### REQUIRED WORK
Each line of the entries that mentions the string "lane" needs to be reported.

### PROVIDED DATA
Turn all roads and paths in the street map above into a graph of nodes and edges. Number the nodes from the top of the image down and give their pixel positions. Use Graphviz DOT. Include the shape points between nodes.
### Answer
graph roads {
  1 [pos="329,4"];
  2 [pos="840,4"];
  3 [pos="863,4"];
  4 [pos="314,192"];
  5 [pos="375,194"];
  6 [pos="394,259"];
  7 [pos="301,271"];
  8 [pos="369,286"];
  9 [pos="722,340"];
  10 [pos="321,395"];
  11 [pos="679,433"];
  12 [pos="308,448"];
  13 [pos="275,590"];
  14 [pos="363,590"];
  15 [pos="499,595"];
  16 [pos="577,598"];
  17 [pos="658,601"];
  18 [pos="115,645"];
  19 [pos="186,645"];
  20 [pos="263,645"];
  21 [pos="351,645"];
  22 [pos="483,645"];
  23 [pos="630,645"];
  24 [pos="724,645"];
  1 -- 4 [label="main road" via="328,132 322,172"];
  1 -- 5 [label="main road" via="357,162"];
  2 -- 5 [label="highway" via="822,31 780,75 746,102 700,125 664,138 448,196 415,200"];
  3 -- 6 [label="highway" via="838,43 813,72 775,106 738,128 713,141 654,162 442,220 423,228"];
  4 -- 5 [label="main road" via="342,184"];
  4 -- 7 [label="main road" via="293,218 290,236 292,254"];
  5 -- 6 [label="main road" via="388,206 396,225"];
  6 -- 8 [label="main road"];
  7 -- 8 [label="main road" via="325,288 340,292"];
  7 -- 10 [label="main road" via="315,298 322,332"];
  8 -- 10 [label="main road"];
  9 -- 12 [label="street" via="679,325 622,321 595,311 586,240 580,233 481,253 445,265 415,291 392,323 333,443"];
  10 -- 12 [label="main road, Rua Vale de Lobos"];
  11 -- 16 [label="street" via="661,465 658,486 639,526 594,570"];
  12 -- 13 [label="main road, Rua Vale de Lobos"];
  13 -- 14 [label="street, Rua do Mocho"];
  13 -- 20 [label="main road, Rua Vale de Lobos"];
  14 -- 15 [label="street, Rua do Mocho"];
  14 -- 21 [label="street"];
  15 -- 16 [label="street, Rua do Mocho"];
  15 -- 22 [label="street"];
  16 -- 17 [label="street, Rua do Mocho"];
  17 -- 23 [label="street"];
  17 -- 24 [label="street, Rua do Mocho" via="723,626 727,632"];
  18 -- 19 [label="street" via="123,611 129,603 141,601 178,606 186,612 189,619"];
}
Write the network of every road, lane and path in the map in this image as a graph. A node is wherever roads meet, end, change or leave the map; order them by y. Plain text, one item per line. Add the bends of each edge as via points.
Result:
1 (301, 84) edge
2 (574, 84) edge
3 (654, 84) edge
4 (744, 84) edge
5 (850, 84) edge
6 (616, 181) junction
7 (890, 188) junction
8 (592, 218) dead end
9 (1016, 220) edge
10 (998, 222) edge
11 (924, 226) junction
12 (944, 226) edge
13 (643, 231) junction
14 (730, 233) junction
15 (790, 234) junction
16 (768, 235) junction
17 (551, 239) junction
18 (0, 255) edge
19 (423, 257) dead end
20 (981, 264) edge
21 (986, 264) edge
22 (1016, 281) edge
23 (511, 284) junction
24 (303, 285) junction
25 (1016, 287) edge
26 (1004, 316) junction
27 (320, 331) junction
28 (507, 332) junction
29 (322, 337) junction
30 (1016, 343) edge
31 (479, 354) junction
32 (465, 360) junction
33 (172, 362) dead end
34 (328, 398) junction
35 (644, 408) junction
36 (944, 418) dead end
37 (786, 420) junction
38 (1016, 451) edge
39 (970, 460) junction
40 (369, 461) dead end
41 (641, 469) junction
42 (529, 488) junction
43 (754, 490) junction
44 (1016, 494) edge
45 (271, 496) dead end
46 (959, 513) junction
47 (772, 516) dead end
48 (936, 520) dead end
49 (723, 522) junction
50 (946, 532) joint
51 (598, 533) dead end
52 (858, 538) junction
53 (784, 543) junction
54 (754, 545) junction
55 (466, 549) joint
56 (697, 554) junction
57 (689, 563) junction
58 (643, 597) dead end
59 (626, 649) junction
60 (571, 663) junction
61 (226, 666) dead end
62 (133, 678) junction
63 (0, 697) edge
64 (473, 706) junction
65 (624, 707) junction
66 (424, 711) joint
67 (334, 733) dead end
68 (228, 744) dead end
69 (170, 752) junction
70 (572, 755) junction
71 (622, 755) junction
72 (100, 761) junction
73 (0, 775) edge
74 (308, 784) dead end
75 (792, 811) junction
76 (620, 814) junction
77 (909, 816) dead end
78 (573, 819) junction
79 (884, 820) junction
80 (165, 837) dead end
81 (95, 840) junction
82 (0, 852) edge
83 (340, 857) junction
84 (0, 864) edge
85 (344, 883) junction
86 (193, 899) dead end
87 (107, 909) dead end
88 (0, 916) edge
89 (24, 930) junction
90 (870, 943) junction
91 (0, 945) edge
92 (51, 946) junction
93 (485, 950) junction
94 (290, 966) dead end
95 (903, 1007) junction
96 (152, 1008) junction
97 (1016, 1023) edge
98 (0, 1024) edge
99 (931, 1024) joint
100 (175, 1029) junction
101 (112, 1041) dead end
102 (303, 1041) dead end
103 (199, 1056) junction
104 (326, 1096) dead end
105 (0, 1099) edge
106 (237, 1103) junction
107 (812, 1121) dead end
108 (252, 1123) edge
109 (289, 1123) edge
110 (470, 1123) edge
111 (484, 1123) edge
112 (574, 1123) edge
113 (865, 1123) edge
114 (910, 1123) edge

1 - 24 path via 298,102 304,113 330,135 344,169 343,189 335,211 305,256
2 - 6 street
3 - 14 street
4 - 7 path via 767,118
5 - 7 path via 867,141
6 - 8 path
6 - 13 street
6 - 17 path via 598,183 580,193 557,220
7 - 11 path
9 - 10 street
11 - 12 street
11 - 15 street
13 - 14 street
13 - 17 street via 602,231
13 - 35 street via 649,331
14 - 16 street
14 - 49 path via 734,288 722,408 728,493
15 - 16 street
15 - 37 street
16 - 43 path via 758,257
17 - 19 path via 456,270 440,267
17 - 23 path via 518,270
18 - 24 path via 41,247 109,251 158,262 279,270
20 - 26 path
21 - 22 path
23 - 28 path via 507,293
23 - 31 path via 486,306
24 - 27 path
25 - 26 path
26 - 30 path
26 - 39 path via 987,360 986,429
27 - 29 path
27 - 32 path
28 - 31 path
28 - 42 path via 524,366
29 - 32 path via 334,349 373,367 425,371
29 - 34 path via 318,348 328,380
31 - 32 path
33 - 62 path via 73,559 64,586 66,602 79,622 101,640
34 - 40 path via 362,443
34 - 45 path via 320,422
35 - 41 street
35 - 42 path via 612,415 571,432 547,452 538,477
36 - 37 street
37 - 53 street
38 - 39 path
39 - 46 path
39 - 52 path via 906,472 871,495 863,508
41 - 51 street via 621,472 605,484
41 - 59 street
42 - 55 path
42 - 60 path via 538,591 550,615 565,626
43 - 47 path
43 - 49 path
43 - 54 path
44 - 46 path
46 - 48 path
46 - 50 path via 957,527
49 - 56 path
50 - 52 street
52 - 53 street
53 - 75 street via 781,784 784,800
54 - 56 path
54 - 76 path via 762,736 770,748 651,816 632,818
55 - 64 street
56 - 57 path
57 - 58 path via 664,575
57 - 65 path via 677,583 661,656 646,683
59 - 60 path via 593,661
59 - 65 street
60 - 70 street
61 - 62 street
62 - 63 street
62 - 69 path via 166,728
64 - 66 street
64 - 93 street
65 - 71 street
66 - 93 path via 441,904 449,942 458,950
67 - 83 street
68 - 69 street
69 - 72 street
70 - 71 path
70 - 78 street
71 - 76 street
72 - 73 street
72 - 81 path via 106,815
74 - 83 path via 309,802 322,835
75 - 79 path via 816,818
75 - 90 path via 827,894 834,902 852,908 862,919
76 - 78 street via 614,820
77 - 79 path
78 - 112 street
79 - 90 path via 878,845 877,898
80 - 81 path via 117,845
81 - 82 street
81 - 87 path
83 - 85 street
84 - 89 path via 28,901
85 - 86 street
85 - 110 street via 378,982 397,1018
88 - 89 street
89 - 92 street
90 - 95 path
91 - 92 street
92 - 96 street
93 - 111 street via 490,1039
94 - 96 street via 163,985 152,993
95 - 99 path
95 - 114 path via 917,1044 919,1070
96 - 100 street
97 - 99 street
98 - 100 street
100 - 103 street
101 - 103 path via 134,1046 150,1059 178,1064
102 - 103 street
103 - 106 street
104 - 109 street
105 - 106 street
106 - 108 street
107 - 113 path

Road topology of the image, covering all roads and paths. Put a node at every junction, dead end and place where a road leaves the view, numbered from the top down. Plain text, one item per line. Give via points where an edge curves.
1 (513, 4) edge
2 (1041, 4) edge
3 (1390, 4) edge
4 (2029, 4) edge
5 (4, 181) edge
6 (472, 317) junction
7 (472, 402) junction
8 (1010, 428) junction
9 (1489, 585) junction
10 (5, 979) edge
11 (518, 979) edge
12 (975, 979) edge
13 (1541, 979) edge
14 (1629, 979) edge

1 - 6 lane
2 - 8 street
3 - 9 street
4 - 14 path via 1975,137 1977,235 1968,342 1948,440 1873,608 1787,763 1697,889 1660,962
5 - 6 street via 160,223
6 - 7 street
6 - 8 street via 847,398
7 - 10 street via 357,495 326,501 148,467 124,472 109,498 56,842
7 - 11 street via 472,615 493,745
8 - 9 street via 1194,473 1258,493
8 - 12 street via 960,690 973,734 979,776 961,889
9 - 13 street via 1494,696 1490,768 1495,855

### RESPONSE AREA
Write the network of every road, lane and path in the map in this image as a graph. A node is wherever roads meet, end, change or leave the map; order them by y. Plain text, one item per line. Add the bends of each edge as via points.
1 - 6 lane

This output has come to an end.